Exercise —
What you return must be the lines of the data that hold the word "main".
Segment Start: Supplied material
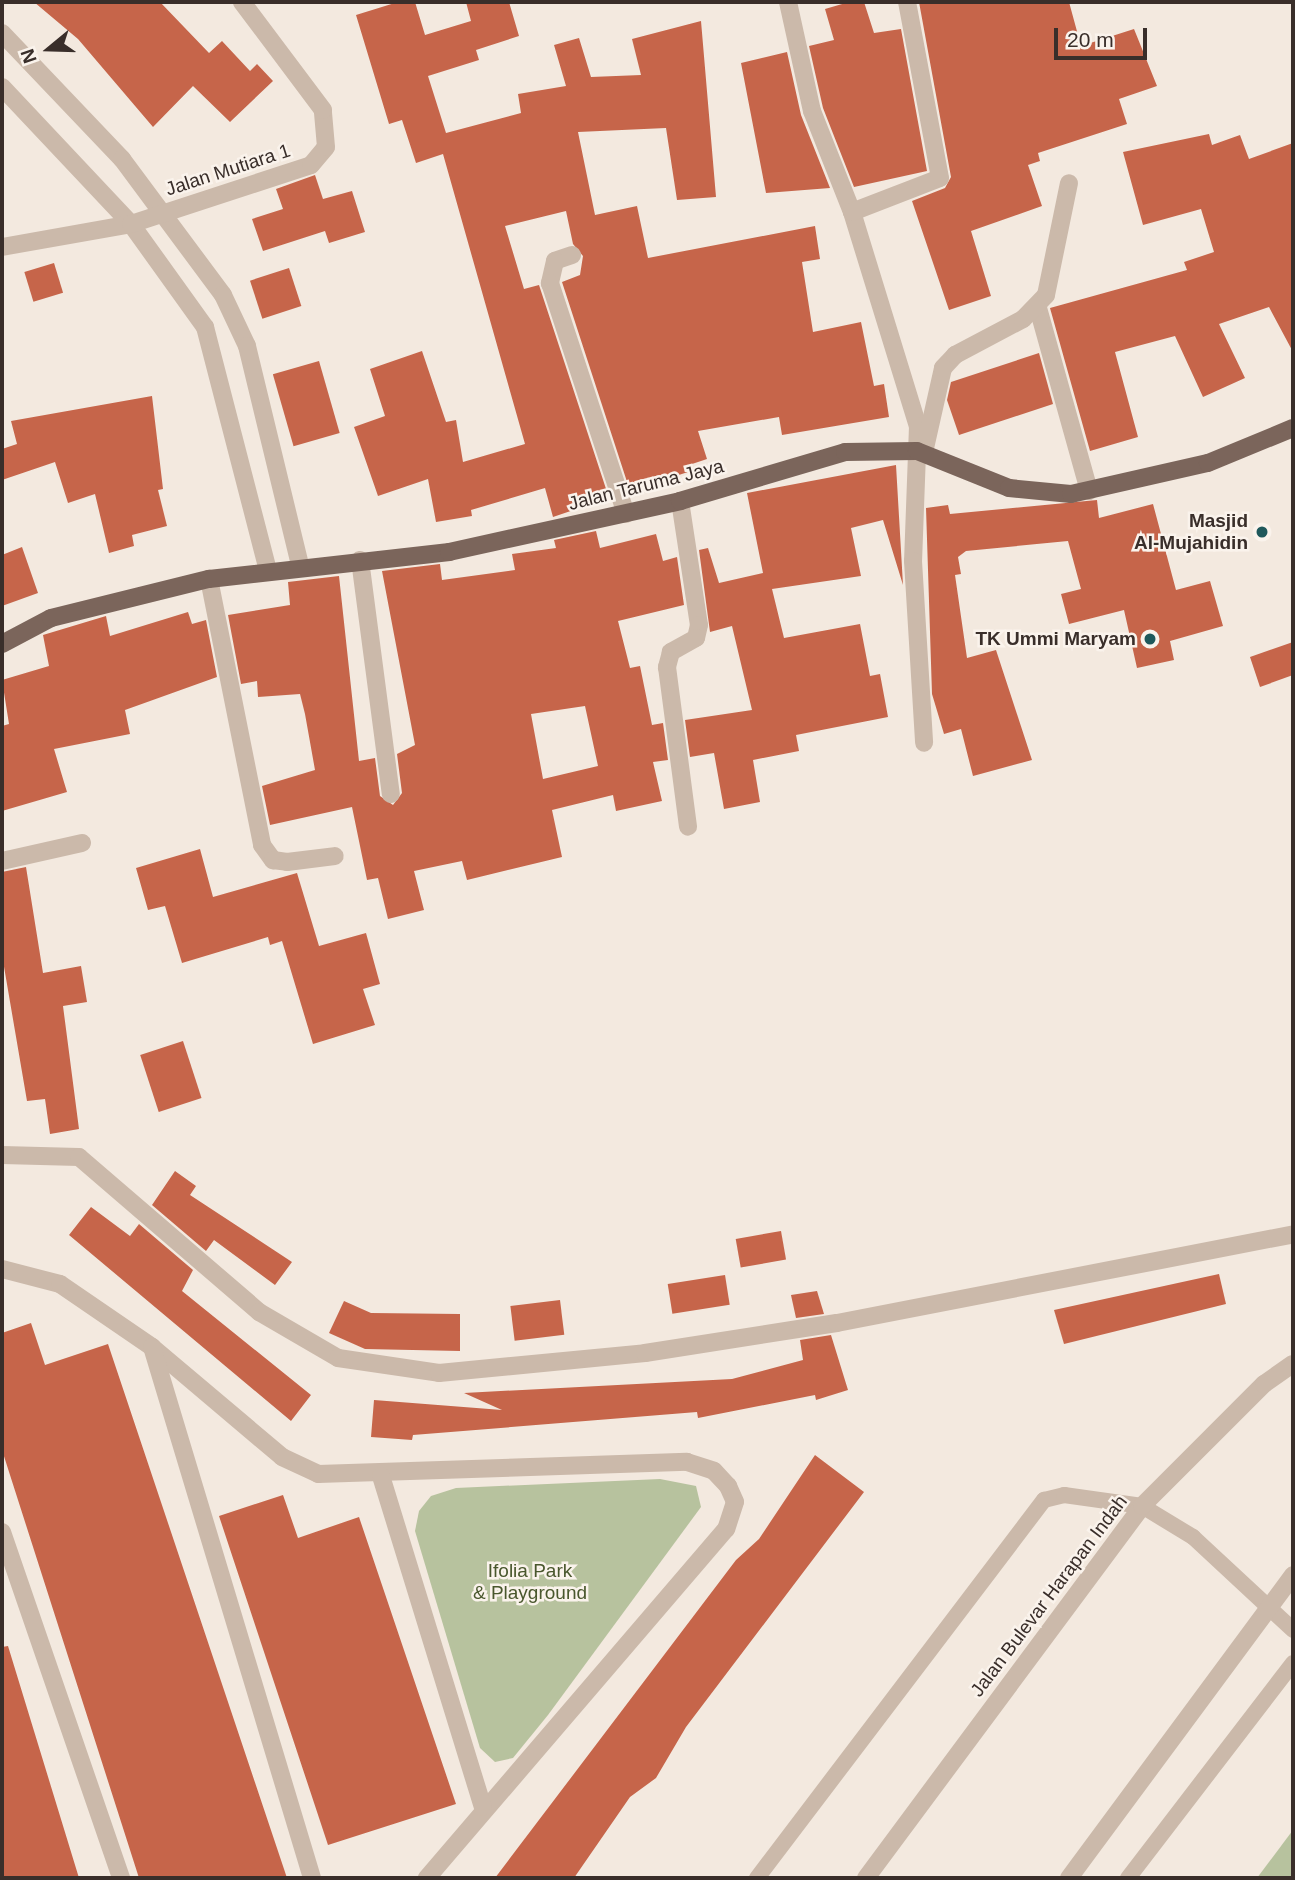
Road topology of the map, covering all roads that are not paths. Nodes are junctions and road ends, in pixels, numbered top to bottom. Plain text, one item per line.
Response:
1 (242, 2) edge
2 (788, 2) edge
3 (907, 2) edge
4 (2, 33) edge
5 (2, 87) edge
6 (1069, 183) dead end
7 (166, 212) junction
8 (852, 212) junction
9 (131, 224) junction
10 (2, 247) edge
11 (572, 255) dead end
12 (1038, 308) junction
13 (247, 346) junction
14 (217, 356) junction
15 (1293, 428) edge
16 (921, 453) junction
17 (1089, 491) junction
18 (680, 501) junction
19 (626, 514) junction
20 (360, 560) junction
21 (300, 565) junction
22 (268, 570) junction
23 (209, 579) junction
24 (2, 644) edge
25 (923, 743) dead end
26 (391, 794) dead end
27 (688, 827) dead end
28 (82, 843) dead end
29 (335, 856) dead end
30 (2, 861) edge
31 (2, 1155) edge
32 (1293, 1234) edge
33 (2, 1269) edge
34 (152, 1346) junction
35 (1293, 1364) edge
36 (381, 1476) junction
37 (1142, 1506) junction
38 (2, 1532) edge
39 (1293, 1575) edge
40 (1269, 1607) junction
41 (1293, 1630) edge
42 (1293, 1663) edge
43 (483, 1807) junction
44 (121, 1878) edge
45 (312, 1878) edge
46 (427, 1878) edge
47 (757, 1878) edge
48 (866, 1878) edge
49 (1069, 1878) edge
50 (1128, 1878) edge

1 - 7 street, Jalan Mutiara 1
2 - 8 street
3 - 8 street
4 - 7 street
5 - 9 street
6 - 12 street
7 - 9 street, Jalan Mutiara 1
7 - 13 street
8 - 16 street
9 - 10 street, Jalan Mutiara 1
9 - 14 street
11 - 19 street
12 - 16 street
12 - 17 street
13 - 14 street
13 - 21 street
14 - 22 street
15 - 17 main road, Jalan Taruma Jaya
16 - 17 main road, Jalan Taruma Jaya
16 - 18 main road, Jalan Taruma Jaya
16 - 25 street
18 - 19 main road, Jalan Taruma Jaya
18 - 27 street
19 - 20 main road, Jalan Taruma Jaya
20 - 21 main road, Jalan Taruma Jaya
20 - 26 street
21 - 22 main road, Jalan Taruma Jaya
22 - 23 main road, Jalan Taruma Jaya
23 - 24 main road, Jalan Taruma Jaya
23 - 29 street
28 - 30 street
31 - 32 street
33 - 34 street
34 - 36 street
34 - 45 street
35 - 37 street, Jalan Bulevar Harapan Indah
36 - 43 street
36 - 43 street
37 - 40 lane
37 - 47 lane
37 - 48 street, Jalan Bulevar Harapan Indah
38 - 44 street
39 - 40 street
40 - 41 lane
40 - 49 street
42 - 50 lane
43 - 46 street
Segment End: Supplied material
Task output —
15 - 17 main road, Jalan Taruma Jaya
16 - 17 main road, Jalan Taruma Jaya
16 - 18 main road, Jalan Taruma Jaya
18 - 19 main road, Jalan Taruma Jaya
19 - 20 main road, Jalan Taruma Jaya
20 - 21 main road, Jalan Taruma Jaya
21 - 22 main road, Jalan Taruma Jaya
22 - 23 main road, Jalan Taruma Jaya
23 - 24 main road, Jalan Taruma Jaya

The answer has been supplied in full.